Teredo – worms shall devour them

Places matter to people.  In my suburb, one of our best-loved places is the Shorncliffe pier.  Throughout the day, it is a place for tai chi and joggers, crab pots and fishing.  In the early evening, it is full of friendly walkers, with or without dogs.  People sprinkle the ashes of those they love from its railings, or use it as a backdrop for wedding photos.  It was recently used in a UK television ad available on YouTube here.

They used to say that Sandgate is 12 miles from Brisbane – or 13 at low tide.  It is a long way out to deep water, so early settlers could not get their goods – or themselves – from ship to shore without wading.  As the community grew, in 1865 they made plans ‘for the construction of a PIER or LANDING STAGE at Sandgate’.  This pier opened to the public in 1882.

From the start, the pier had a dual purpose, as a commercial landing stage, but also as a popular promenade.  Piers were a part of the tradition of beach ‘watering places’, growing popular amongst all classes by the mid-19th century.  They were destinations for city day-trippers who came by railway to enjoy a day at the beach, perhaps swimming, but probably just strolling along the waterfront, and enjoying the concerts, food outlets, Punch and Judy shows and other commercial activities that took place on and around a pier.

Shorncliffe pier

Our pier followed the social model of British piers such as the West Pier at Brighton (1866) and the Cleveden Pier on the Severn (1869), both built at much the same time.  People came by coach, and then by rail (1882) to enjoy a day at the beach.  But while the British piers were mainly built of iron, wood was much cheaper in Brisbane, so our pier is wooden.

A few weeks ago, council inspectors found marine borers in its timber pilings and the pier has been closed until further notice.  Since then there have been petitions and a rally, a local newspaper campaign and a lot of promises.  A local election next Saturday has raised the temperature.

Generally though, we are all in furious agreement that we love our pier, and want it saved, even though it has no commercial purpose any more, and no one seems to know quite how it can be restored.

Ship worm

The usual culprit in this sort of damage is Teredo navalis, commonly called the shipworm, though it is not a worm, but a bivalve mollusk.  It lives very widely in salt-water environments, wherever there is wood to feed on.  Once it must have depended on the occasional log falling into the sea, but ever since people first went to sea, Teredo has been a problem.

In 1579, Sir Francis Drake spent 5 weeks on the Californian coast repairing the Golden Hind, which had been damaged by shipworms.  He thought they were native to the New World, but they are now so widely distributed that it is hard to tell.  They have certainly moved beyond their original tropical environment, and at present they are invading the Baltic Sea.

Shipworms caused enormous damage to wooden ships.  The best solution, which became standard during the 18th century, was to clad them in copper sheeting.  It was an expensive solution used for naval vessels and merchantmen, but every ship still needed a skilled ship’s carpenter to deal with the leaks and creaks.  Iron replaced wood by the late 19th century.

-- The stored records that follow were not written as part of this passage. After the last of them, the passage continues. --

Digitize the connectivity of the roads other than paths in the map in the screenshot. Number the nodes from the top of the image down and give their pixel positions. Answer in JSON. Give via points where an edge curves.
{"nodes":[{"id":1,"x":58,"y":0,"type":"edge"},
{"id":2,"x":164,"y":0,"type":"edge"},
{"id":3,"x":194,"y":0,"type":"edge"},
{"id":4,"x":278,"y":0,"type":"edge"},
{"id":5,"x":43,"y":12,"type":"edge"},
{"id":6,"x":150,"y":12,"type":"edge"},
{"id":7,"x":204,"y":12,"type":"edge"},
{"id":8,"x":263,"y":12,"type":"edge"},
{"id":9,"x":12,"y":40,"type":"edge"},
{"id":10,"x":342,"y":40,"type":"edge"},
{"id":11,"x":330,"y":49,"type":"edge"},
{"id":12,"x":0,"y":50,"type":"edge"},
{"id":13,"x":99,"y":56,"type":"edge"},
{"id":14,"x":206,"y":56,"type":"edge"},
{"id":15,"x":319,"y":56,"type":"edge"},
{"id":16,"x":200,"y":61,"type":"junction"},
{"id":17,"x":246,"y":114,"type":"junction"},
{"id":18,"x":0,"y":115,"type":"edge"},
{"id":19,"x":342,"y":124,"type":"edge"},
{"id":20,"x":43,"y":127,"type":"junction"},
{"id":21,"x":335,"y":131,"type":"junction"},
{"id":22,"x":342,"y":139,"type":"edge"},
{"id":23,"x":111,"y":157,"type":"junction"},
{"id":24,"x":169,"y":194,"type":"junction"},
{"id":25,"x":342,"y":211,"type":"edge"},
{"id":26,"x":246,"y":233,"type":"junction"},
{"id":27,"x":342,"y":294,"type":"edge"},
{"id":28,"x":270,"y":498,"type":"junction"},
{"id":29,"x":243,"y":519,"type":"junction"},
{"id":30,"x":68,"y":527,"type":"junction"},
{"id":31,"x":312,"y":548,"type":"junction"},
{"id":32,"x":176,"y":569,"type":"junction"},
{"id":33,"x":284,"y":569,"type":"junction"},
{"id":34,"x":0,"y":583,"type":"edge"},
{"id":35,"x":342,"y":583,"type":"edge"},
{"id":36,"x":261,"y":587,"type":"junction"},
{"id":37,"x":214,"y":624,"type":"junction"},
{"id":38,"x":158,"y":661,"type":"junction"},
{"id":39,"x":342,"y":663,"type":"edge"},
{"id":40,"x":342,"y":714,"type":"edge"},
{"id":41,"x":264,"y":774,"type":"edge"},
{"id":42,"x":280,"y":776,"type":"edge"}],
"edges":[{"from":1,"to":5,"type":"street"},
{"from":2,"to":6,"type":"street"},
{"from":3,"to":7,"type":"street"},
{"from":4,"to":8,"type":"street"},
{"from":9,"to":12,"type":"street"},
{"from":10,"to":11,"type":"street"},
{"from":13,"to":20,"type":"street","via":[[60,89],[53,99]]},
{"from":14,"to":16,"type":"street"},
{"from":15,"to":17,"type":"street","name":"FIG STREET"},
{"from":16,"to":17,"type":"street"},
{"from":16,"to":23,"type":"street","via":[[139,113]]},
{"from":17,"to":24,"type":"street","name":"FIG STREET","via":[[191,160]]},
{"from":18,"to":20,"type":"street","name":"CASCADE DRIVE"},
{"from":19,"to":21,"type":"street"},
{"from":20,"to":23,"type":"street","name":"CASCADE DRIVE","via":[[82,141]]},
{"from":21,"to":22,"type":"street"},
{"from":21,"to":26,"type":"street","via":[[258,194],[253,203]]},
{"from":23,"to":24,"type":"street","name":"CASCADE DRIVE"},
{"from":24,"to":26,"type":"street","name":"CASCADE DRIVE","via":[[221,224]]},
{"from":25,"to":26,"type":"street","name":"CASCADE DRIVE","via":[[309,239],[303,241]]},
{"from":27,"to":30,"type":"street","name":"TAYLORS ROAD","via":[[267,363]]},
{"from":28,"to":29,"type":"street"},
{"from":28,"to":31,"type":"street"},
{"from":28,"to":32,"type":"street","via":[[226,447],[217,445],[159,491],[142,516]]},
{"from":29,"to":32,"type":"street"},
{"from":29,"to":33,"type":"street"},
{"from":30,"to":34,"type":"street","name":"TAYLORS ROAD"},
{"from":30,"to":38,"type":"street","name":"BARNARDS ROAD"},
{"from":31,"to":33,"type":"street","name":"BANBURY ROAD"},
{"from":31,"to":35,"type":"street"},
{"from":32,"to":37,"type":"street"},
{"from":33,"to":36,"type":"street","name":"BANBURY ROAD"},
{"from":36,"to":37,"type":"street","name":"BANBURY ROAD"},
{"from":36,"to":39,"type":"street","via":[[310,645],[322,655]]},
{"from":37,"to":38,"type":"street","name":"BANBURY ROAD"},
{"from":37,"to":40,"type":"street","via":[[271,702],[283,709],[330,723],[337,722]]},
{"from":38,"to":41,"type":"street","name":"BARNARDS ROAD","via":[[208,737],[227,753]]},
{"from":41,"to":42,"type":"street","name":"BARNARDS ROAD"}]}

However while iron ships were safe from teredo, the underwater furnishings of a maritime economy – jetties,  wharves, piers, dry docks – continued to be built of wood, particularly in newly settled regions where wood was still plentiful.

A maritime economy based on wood used a lot of timber.  Venice, for instance, consumed all the forests in its hinterland constructing its maritime empire.  A few years ago, I travelled along the Brenta Canal which links Venice and Padua.  The first section of this canal dates back to the 16th century, and along its edges, there are still sections lined with tree trunks.  Even if they were coppiced tree branches, these banks consumed a great deal of timber cladding.

The British Empire was also a maritime empire.  By the time James Cook first saw the Australian coastline in 1770, the British navy had consumed most of the forests of southern England, and relied on timber from the Baltic and North America.  He thought the tall trees of Australia, such as the pines of Norfolk Island (Araucaria heterophylla) that grow to a height of 65 metres, and other Araucarias, would make ideal masts – though as it turns out, they are rather too brittle.

Other Australian timbers became popular for quite different reasons. Jarrah (Eucalyptus marginata) from Western Australia and satinay (Syncarpia hillii) from Fraser Island, off the Queensland coast, were both considered particularly resistant to attack by teredo, so were used in shipbuilding and for marine pilings.  When the Suez Canal was built in the 1860s, it was lined with satinay logs – some 50,000 of them, according to Fraser Island sources.

Teredo is rapacious, and it seems to strike suddenly.  It ate into the Dutch dyke system several times during the 18th and 19th centuries.  In 1917 it appeared in San Francisco, where it caused $15m. worth of damage to the harbour fixings.  Although a salt-water animal, it can survive in brackish water, but the salinity level is important.  One theory is that it may attack after a drought, when salinity rises following a drop in fresh water flows.

Currently it is invading the Baltic Sea which until recently had low salinity levels, but is now becoming more salty.  Maritime archaeologists are worried that it is destroying wrecks on the sea floor.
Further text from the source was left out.